> **SOURCE MATERIAL**
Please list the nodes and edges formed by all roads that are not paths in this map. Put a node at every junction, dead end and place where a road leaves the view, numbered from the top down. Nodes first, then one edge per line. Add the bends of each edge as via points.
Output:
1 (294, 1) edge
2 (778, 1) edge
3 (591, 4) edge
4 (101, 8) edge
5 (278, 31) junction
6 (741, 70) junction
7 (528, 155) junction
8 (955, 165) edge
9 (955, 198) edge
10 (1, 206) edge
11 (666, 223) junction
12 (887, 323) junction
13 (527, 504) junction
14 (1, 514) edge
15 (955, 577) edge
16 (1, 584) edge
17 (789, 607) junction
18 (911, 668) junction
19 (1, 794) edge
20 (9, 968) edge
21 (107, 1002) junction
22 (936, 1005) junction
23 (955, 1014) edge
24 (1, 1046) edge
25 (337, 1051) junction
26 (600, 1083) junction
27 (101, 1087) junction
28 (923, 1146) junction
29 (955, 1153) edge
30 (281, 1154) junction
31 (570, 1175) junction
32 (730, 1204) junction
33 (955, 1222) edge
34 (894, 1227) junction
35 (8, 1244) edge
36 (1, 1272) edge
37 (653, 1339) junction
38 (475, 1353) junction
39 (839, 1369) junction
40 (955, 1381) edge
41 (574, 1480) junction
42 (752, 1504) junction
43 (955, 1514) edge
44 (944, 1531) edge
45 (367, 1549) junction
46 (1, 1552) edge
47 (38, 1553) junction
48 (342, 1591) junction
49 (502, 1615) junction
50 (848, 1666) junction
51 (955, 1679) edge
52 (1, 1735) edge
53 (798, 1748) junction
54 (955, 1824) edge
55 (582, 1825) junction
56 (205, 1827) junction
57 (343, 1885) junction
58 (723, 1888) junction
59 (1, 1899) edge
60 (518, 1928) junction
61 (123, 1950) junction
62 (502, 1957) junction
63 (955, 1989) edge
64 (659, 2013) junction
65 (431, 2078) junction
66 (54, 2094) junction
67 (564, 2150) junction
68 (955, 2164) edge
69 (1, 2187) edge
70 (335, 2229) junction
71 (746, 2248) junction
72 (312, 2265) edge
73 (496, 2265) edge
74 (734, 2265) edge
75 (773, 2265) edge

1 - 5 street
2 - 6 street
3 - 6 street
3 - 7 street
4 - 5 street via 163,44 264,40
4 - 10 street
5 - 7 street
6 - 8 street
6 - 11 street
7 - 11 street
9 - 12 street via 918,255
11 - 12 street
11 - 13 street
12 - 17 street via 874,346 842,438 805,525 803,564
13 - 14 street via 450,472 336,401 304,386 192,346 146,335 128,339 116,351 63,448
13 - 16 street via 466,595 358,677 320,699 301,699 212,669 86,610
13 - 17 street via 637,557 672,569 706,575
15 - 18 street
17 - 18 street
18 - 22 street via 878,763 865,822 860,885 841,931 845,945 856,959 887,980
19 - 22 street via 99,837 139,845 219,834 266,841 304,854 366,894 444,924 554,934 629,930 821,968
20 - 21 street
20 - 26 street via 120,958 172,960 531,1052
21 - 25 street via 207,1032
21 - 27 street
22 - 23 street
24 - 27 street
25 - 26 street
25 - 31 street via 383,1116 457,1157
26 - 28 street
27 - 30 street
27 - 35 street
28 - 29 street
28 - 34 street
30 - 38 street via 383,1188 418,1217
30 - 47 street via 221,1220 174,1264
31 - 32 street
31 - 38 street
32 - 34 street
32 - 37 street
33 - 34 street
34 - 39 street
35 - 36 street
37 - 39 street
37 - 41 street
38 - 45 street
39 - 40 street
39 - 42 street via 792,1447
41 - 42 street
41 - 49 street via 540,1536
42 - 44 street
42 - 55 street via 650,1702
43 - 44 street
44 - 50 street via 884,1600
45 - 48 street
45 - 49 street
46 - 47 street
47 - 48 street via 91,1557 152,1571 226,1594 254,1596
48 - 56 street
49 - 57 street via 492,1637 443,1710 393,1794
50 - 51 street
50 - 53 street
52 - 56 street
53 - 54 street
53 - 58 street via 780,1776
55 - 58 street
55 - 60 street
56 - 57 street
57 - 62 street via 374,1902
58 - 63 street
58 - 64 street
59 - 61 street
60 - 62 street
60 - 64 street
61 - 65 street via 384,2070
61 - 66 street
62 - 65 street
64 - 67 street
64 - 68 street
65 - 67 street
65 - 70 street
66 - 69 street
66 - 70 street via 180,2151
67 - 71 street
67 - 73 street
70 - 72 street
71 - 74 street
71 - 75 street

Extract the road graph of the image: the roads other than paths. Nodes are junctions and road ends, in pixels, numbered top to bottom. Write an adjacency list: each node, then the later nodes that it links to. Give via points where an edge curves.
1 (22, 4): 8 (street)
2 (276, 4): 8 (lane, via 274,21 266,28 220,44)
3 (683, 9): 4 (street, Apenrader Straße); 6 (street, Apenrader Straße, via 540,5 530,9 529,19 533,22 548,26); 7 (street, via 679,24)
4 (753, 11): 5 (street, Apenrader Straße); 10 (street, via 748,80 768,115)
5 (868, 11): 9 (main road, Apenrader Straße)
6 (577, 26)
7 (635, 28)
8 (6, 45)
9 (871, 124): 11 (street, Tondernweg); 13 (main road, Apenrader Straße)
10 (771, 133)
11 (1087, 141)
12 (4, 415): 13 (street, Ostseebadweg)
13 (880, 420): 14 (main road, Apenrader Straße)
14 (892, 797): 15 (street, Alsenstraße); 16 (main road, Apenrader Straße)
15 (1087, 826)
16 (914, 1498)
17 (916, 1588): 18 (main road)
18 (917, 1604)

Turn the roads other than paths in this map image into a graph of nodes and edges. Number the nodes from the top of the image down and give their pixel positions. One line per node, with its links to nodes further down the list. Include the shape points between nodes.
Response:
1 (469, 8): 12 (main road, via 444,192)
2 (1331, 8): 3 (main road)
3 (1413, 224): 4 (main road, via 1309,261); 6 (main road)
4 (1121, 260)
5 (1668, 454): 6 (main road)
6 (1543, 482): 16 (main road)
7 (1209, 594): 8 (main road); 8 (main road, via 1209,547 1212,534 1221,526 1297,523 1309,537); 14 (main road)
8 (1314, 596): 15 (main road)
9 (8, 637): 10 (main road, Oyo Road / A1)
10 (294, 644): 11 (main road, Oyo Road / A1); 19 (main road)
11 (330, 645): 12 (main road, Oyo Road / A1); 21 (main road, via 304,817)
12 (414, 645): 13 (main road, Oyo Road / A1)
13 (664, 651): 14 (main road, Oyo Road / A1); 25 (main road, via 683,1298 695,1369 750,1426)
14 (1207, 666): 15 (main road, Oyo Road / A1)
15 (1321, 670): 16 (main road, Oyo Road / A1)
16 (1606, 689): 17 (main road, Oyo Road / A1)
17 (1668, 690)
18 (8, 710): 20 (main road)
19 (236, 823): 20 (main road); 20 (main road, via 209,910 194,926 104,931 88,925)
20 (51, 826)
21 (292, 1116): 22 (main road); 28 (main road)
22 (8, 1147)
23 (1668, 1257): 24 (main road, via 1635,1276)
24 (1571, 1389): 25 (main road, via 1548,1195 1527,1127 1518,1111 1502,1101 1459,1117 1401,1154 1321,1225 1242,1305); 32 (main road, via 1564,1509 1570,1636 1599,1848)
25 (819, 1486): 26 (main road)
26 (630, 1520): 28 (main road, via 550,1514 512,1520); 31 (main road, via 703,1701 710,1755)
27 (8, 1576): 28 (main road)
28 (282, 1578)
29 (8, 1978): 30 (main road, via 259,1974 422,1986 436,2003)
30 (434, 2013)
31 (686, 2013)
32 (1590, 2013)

> **YOUR INSTRUCTIONS**
Reproduce all of the entries word for word.

> **THE ANSWER**
Please list the nodes and edges formed by all roads that are not paths in this map. Put a node at every junction, dead end and place where a road leaves the view, numbered from the top down. Nodes first, then one edge per line. Add the bends of each edge as via points.
Output:
1 (294, 1) edge
2 (778, 1) edge
3 (591, 4) edge
4 (101, 8) edge
5 (278, 31) junction
6 (741, 70) junction
7 (528, 155) junction
8 (955, 165) edge
9 (955, 198) edge
10 (1, 206) edge
11 (666, 223) junction
12 (887, 323) junction
13 (527, 504) junction
14 (1, 514) edge
15 (955, 577) edge
16 (1, 584) edge
17 (789, 607) junction
18 (911, 668) junction
19 (1, 794) edge
20 (9, 968) edge
21 (107, 1002) junction
22 (936, 1005) junction
23 (955, 1014) edge
24 (1, 1046) edge
25 (337, 1051) junction
26 (600, 1083) junction
27 (101, 1087) junction
28 (923, 1146) junction
29 (955, 1153) edge
30 (281, 1154) junction
31 (570, 1175) junction
32 (730, 1204) junction
33 (955, 1222) edge
34 (894, 1227) junction
35 (8, 1244) edge
36 (1, 1272) edge
37 (653, 1339) junction
38 (475, 1353) junction
39 (839, 1369) junction
40 (955, 1381) edge
41 (574, 1480) junction
42 (752, 1504) junction
43 (955, 1514) edge
44 (944, 1531) edge
45 (367, 1549) junction
46 (1, 1552) edge
47 (38, 1553) junction
48 (342, 1591) junction
49 (502, 1615) junction
50 (848, 1666) junction
51 (955, 1679) edge
52 (1, 1735) edge
53 (798, 1748) junction
54 (955, 1824) edge
55 (582, 1825) junction
56 (205, 1827) junction
57 (343, 1885) junction
58 (723, 1888) junction
59 (1, 1899) edge
60 (518, 1928) junction
61 (123, 1950) junction
62 (502, 1957) junction
63 (955, 1989) edge
64 (659, 2013) junction
65 (431, 2078) junction
66 (54, 2094) junction
67 (564, 2150) junction
68 (955, 2164) edge
69 (1, 2187) edge
70 (335, 2229) junction
71 (746, 2248) junction
72 (312, 2265) edge
73 (496, 2265) edge
74 (734, 2265) edge
75 (773, 2265) edge

1 - 5 street
2 - 6 street
3 - 6 street
3 - 7 street
4 - 5 street via 163,44 264,40
4 - 10 street
5 - 7 street
6 - 8 street
6 - 11 street
7 - 11 street
9 - 12 street via 918,255
11 - 12 street
11 - 13 street
12 - 17 street via 874,346 842,438 805,525 803,564
13 - 14 street via 450,472 336,401 304,386 192,346 146,335 128,339 116,351 63,448
13 - 16 street via 466,595 358,677 320,699 301,699 212,669 86,610
13 - 17 street via 637,557 672,569 706,575
15 - 18 street
17 - 18 street
18 - 22 street via 878,763 865,822 860,885 841,931 845,945 856,959 887,980
19 - 22 street via 99,837 139,845 219,834 266,841 304,854 366,894 444,924 554,934 629,930 821,968
20 - 21 street
20 - 26 street via 120,958 172,960 531,1052
21 - 25 street via 207,1032
21 - 27 street
22 - 23 street
24 - 27 street
25 - 26 street
25 - 31 street via 383,1116 457,1157
26 - 28 street
27 - 30 street
27 - 35 street
28 - 29 street
28 - 34 street
30 - 38 street via 383,1188 418,1217
30 - 47 street via 221,1220 174,1264
31 - 32 street
31 - 38 street
32 - 34 street
32 - 37 street
33 - 34 street
34 - 39 street
35 - 36 street
37 - 39 street
37 - 41 street
38 - 45 street
39 - 40 street
39 - 42 street via 792,1447
41 - 42 street
41 - 49 street via 540,1536
42 - 44 street
42 - 55 street via 650,1702
43 - 44 street
44 - 50 street via 884,1600
45 - 48 street
45 - 49 street
46 - 47 street
47 - 48 street via 91,1557 152,1571 226,1594 254,1596
48 - 56 street
49 - 57 street via 492,1637 443,1710 393,1794
50 - 51 street
50 - 53 street
52 - 56 street
53 - 54 street
53 - 58 street via 780,1776
55 - 58 street
55 - 60 street
56 - 57 street
57 - 62 street via 374,1902
58 - 63 street
58 - 64 street
59 - 61 street
60 - 62 street
60 - 64 street
61 - 65 street via 384,2070
61 - 66 street
62 - 65 street
64 - 67 street
64 - 68 street
65 - 67 street
65 - 70 street
66 - 69 street
66 - 70 street via 180,2151
67 - 71 street
67 - 73 street
70 - 72 street
71 - 74 street
71 - 75 street

Extract the road graph of the image: the roads other than paths. Nodes are junctions and road ends, in pixels, numbered top to bottom. Write an adjacency list: each node, then the later nodes that it links to. Give via points where an edge curves.
1 (22, 4): 8 (street)
2 (276, 4): 8 (lane, via 274,21 266,28 220,44)
3 (683, 9): 4 (street, Apenrader Straße); 6 (street, Apenrader Straße, via 540,5 530,9 529,19 533,22 548,26); 7 (street, via 679,24)
4 (753, 11): 5 (street, Apenrader Straße); 10 (street, via 748,80 768,115)
5 (868, 11): 9 (main road, Apenrader Straße)
6 (577, 26)
7 (635, 28)
8 (6, 45)
9 (871, 124): 11 (street, Tondernweg); 13 (main road, Apenrader Straße)
10 (771, 133)
11 (1087, 141)
12 (4, 415): 13 (street, Ostseebadweg)
13 (880, 420): 14 (main road, Apenrader Straße)
14 (892, 797): 15 (street, Alsenstraße); 16 (main road, Apenrader Straße)
15 (1087, 826)
16 (914, 1498)
17 (916, 1588): 18 (main road)
18 (917, 1604)

Turn the roads other than paths in this map image into a graph of nodes and edges. Number the nodes from the top of the image down and give their pixel positions. One line per node, with its links to nodes further down the list. Include the shape points between nodes.
Response:
1 (469, 8): 12 (main road, via 444,192)
2 (1331, 8): 3 (main road)
3 (1413, 224): 4 (main road, via 1309,261); 6 (main road)
4 (1121, 260)
5 (1668, 454): 6 (main road)
6 (1543, 482): 16 (main road)
7 (1209, 594): 8 (main road); 8 (main road, via 1209,547 1212,534 1221,526 1297,523 1309,537); 14 (main road)
8 (1314, 596): 15 (main road)
9 (8, 637): 10 (main road, Oyo Road / A1)
10 (294, 644): 11 (main road, Oyo Road / A1); 19 (main road)
11 (330, 645): 12 (main road, Oyo Road / A1); 21 (main road, via 304,817)
12 (414, 645): 13 (main road, Oyo Road / A1)
13 (664, 651): 14 (main road, Oyo Road / A1); 25 (main road, via 683,1298 695,1369 750,1426)
14 (1207, 666): 15 (main road, Oyo Road / A1)
15 (1321, 670): 16 (main road, Oyo Road / A1)
16 (1606, 689): 17 (main road, Oyo Road / A1)
17 (1668, 690)
18 (8, 710): 20 (main road)
19 (236, 823): 20 (main road); 20 (main road, via 209,910 194,926 104,931 88,925)
20 (51, 826)
21 (292, 1116): 22 (main road); 28 (main road)
22 (8, 1147)
23 (1668, 1257): 24 (main road, via 1635,1276)
24 (1571, 1389): 25 (main road, via 1548,1195 1527,1127 1518,1111 1502,1101 1459,1117 1401,1154 1321,1225 1242,1305); 32 (main road, via 1564,1509 1570,1636 1599,1848)
25 (819, 1486): 26 (main road)
26 (630, 1520): 28 (main road, via 550,1514 512,1520); 31 (main road, via 703,1701 710,1755)
27 (8, 1576): 28 (main road)
28 (282, 1578)
29 (8, 1978): 30 (main road, via 259,1974 422,1986 436,2003)
30 (434, 2013)
31 (686, 2013)
32 (1590, 2013)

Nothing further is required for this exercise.